I literally cited to 6 or 7 recent examples where it happened. The playoffs are a crapshoot and even the best teams are 60-40 or 65-35 favorites in each round. If we are waiting until we have Russian superstars decide they want to come to Pittsburgh or have Adam Fox want to play here to try, that's a plan doomed for failure also. Yes, I'd rather have the 2008 Penguins than the 2024 Penguins, but letting perfect be the enemy of good leads to 10+ years of being Detroit or Buffalo or Columbus or Arizona or Chicago far more often than it leads to being dominant. Everything is relative and they certainly have made mistakes and shouldn't overpay for random 35 year olds, but the NHL '94 GM wannabes who think they can just make a few trades and be awesome is unserious as well.
Those are not examples comparable to the Pens situation. Look deeper than that.
For one thing, Sullivan is still gonna be the coach. So that negates any chance right there. He's getting worse every year. The players go in sleep mode often throughout the year under his guidance.
What I'm talking about is a lot more than a few trades. They need to stop handing out long-term big $ deals, lose for a good block of years, accumulating 1sts, 2nds and 3rds.
Like, don't extend Pettersson. Trade him this summer. Don't sign Guentzel (if he wants to return) and don't extend Crosby. That won't accomplish anything.

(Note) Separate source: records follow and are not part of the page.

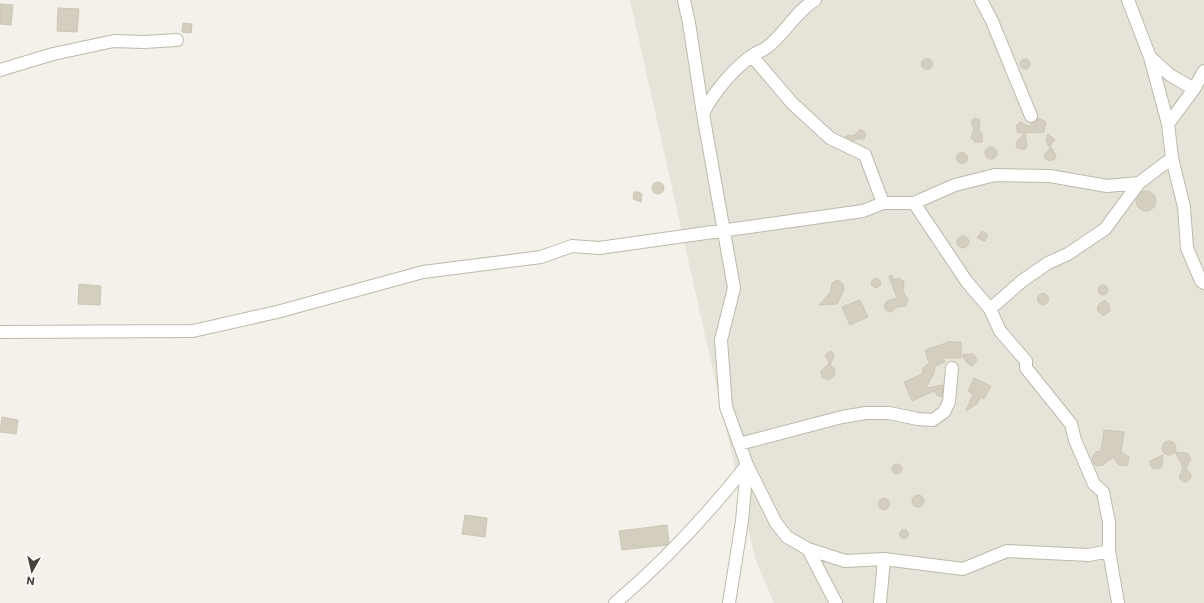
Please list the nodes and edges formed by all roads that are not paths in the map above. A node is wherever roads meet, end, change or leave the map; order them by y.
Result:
1 (684, 0) edge
2 (815, 0) edge
3 (980, 0) edge
4 (1128, 0) edge
5 (178, 40) dead end
6 (752, 56) junction
7 (1150, 57) junction
8 (0, 70) edge
9 (1204, 71) edge
10 (1194, 89) junction
11 (703, 114) junction
12 (1031, 116) dead end
13 (1168, 124) junction
14 (1172, 158) junction
15 (1139, 183) junction
16 (914, 203) junction
17 (883, 204) junction
18 (725, 231) junction
19 (1204, 284) edge
20 (990, 309) junction
21 (0, 332) edge
22 (952, 368) dead end
23 (739, 444) junction
24 (748, 465) junction
25 (808, 549) junction
26 (1109, 551) junction
27 (884, 559) junction
28 (615, 603) edge
29 (729, 603) edge
30 (836, 603) edge
31 (880, 603) edge
32 (1118, 603) edge

1 - 11 street
2 - 6 street
3 - 12 street
4 - 7 street
5 - 8 street
6 - 11 street
6 - 17 street
7 - 10 street
7 - 13 street
9 - 10 street
10 - 13 street
11 - 18 street
13 - 14 street
14 - 15 street
14 - 19 street
15 - 16 street
15 - 20 street
16 - 17 street
16 - 20 street
17 - 18 street
18 - 21 street
18 - 23 street
20 - 26 street
22 - 23 street
23 - 24 street
24 - 25 street
24 - 28 street
24 - 29 street
25 - 27 street
25 - 30 street
26 - 27 street
26 - 32 street
27 - 31 street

They need to weaponize all available cap space by taking on bad contracts in exchange for more picks, not spend 10.5M on Sid in his twilight years for sentiment.
They need to acquire picks for draft years that will have those players blossom at the right time, when the Pens are relevant again. And that is very far away.
And this process needs to start happening right away, before they squander more years, accomplishing nothing like the last 2. It sucks, but it's the fastest route to getting back to where they want to be.